Julia Fox

(I know this is fairly long and I had some trouble writing it…but I guess that’s the point of a rough draft?)

Before coming to Bloomsburg University, I wasn’t even aware there was a field of study called Digital Humanities. In fact, the first day I sat in Dr. Schlitz’s class and she began speaking about the topic, I almost panicked. If there was an entire class dedicated to DH, there must have been something I was missing out on. How could Digital Humanities have evaded me after eighteen years of immersing myself in not only the humanities, but also technology?
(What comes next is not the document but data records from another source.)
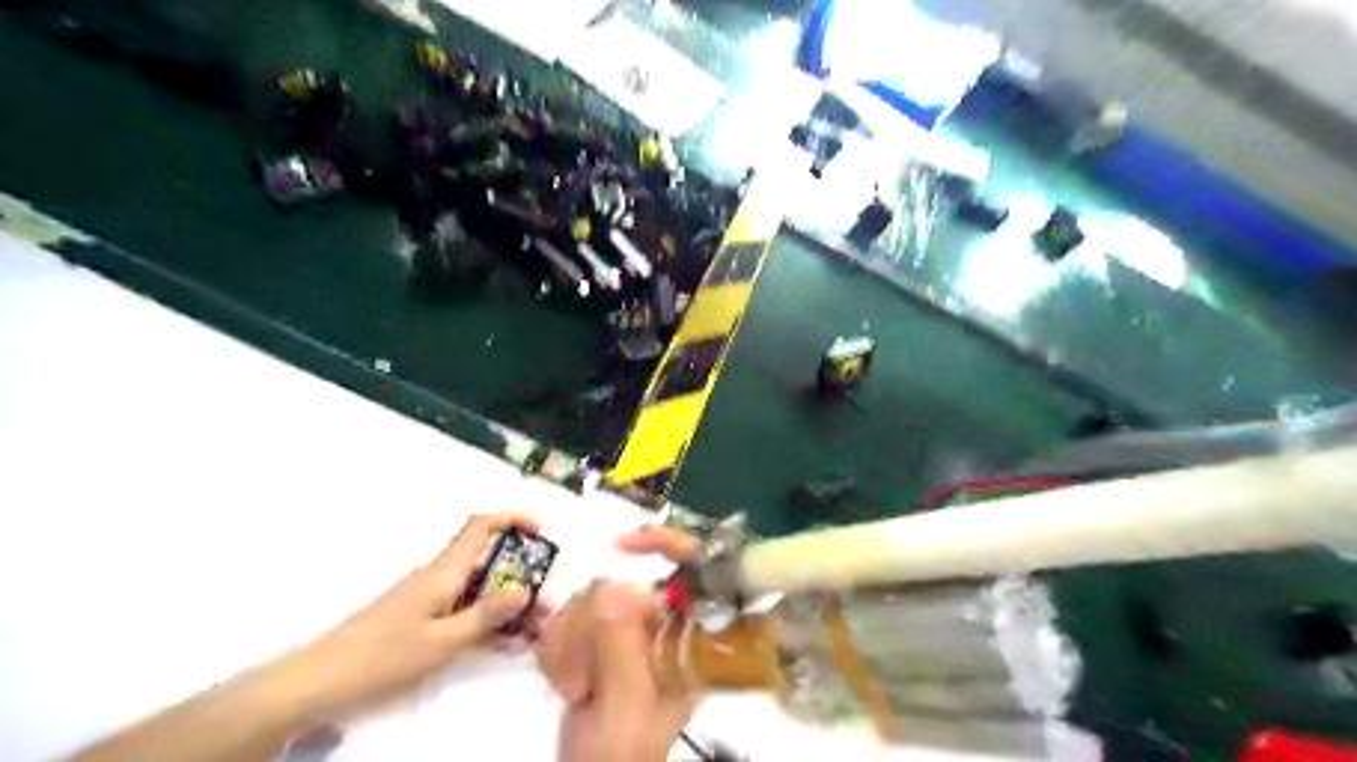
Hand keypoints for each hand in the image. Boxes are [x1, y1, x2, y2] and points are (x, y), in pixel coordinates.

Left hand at [273, 513, 549, 720]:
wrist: (322, 680)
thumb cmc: (385, 655)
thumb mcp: (444, 641)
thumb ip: (486, 615)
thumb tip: (525, 588)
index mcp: (445, 570)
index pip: (481, 526)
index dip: (511, 518)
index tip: (540, 530)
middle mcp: (440, 575)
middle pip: (486, 557)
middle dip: (520, 571)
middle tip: (544, 596)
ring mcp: (430, 596)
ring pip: (478, 585)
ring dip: (506, 599)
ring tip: (530, 625)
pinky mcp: (422, 616)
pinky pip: (464, 607)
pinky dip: (486, 617)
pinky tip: (501, 642)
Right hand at [537, 528, 699, 761]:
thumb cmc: (621, 755)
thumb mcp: (626, 708)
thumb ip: (622, 649)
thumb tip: (616, 588)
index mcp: (689, 638)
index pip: (694, 569)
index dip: (666, 542)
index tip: (620, 545)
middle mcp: (663, 627)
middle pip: (621, 583)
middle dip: (590, 626)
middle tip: (584, 680)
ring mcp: (630, 632)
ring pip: (589, 599)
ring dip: (570, 643)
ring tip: (576, 689)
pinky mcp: (600, 640)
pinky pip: (569, 617)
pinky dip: (557, 649)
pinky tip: (563, 683)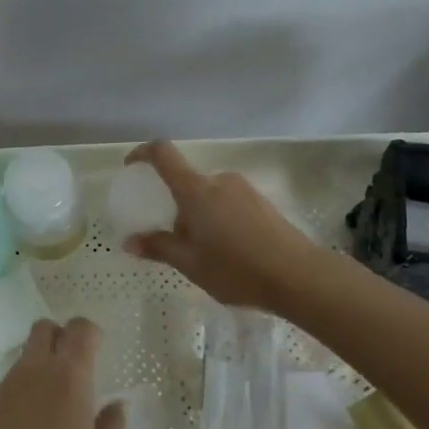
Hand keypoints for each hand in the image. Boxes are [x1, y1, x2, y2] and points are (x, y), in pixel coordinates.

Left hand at [0, 319, 123, 428]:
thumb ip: (111, 424)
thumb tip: (115, 405)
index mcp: (70, 375)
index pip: (80, 328)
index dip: (90, 333)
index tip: (97, 349)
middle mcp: (36, 370)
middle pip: (44, 328)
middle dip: (59, 336)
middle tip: (71, 364)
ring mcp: (8, 386)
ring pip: (25, 355)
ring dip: (40, 363)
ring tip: (50, 400)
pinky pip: (9, 384)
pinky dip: (22, 391)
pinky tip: (28, 424)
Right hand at [122, 140, 324, 310]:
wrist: (298, 275)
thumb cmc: (237, 269)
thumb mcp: (191, 264)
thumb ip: (159, 247)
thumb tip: (130, 241)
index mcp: (196, 191)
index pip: (164, 154)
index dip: (143, 153)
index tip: (132, 166)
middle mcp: (219, 181)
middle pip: (187, 184)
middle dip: (177, 208)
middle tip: (177, 243)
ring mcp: (244, 189)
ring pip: (209, 197)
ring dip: (200, 217)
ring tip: (207, 255)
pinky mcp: (262, 202)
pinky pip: (229, 204)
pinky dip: (219, 220)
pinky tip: (230, 253)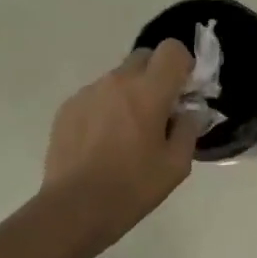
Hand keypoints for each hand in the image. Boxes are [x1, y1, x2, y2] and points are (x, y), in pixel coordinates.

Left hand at [42, 39, 204, 248]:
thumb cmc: (133, 187)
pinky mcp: (67, 108)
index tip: (184, 92)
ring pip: (118, 78)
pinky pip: (95, 96)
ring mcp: (88, 93)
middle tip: (159, 110)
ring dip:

However, once I began to get to know my peers better, I discovered an interesting development: none of them had heard of Digital Humanities either. In fact, they had harbored the same feelings that first day that I was so sure were exclusively my own. After my initial feelings of relief, another thought came to me. How is it that, in the era of digital communication, so few digital natives have been introduced to this field?  Why is the body of work  that defines digital humanities made up of pieces written by individuals who are immigrants to this age? I’m not saying the work is not credible; I am simply stating that it would make a lot of sense for people my age to be involved in digital humanities. That is why I believe digital humanities should be taught at an undergraduate level, open to any college student who desired to be more informed. It is our future, but unfortunately, it is a future of which so few people are aware. Digital Humanities needs to be a part of college curriculums across the nation in order to educate students about not what has happened, not what has worked for previous generations that had such different lifestyles and values than us, but what works for us and what we, as a digital generation, need to succeed.
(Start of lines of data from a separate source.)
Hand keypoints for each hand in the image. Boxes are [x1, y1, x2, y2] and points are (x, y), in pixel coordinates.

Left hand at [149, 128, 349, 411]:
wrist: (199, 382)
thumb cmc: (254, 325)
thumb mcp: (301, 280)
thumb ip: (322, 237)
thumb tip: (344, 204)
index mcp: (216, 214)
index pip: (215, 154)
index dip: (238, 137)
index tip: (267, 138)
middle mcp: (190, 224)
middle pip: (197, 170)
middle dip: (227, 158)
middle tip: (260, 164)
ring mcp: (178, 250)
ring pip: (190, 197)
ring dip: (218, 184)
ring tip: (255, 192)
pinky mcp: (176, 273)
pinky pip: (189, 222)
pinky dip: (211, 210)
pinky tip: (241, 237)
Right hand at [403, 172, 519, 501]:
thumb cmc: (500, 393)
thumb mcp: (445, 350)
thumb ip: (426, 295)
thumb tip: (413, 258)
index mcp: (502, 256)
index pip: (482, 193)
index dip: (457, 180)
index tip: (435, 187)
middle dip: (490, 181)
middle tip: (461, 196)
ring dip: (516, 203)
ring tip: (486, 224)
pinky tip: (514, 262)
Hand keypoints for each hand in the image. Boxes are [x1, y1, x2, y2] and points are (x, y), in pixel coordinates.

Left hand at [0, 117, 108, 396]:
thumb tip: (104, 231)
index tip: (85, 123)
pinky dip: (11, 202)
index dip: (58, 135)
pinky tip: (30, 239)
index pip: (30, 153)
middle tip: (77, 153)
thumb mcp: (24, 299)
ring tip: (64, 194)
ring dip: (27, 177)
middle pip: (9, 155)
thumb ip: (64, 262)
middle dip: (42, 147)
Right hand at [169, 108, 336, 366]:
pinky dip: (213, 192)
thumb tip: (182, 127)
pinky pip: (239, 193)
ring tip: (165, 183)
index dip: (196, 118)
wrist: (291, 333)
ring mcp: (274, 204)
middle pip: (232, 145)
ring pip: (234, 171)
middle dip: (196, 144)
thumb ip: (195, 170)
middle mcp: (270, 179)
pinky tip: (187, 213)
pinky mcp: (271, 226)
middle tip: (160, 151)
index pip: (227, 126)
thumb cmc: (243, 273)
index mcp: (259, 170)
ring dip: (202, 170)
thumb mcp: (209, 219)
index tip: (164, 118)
I am typing this in the midst of studying for my other exams. When I say studying, I mean I am copying information from slide shows my professors compiled from textbooks I never opened and read verbatim to the class. Right now you are probably thinking of me as a lazy college student, “What, she never even opened her book!? What kind of a student is she?” Trust me, I spent eighty dollars on it, I wish I had used it at least once. The need just never came, though, and that’s sad. What’s even worse is that it isn’t just me feeling this way. Most college student’s courses consist of regurgitating information that means nothing to them, that they have never fully investigated because they don’t need to. We copy the information displayed on a screen in a solitary way, then sit for hours practicing our rote memorization skills. What are we learning from that? Sure, the information gets in, but only to about half of the functioning brains in the room, and even then, those who can keep every piece of information read to them in their memory have never had experience working with other people or articulating their ideas, so they are still at a loss.

This is why we need Digital Humanities taught to us! It’s not a course centered in memorizing facts we most likely don’t want or need; it’s based on collaboration. It’s not concerned with dates and definitions that we can Google in seconds if need be; it’s main goal is to help us to understand the age we are living in and to think about our futures; to understand the field of humanities through means we are most familiar; to understand the age in which we are living.
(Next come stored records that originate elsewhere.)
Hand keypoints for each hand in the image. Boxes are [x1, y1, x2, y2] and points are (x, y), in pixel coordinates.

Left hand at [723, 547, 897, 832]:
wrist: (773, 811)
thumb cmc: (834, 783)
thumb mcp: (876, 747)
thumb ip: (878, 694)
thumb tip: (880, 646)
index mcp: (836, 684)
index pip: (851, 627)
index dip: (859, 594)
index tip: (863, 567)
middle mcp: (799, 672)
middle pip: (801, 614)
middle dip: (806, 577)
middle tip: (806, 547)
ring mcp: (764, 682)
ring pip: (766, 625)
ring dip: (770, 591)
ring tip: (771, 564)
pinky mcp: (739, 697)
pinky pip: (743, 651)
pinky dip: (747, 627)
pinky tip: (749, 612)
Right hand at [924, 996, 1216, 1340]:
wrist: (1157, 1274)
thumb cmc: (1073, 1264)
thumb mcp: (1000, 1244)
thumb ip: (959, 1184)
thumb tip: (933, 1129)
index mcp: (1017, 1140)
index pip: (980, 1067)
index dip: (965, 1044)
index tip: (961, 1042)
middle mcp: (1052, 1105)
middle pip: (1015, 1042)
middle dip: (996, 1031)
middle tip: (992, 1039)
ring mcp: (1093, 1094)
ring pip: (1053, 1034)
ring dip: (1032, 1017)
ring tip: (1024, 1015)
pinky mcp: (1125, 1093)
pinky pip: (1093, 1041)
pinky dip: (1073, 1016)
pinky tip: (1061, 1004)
Yes, math functions and chemical compounds are important. I simply believe that Digital Humanities is an important class to teach because it allows undergraduates to learn how to learn. It is a course about collaboration and how we will eventually be living our lives. We are children of the digital age; all of our children will be children of the digital age. This is a study that will continue to be important. The internet was devised as a way to share information with people more freely and easily. If that is where our futures are headed, why shouldn’t we learn about DH? We need to start as early as possible. That is why Digital Humanities should be an option to all students at the college level.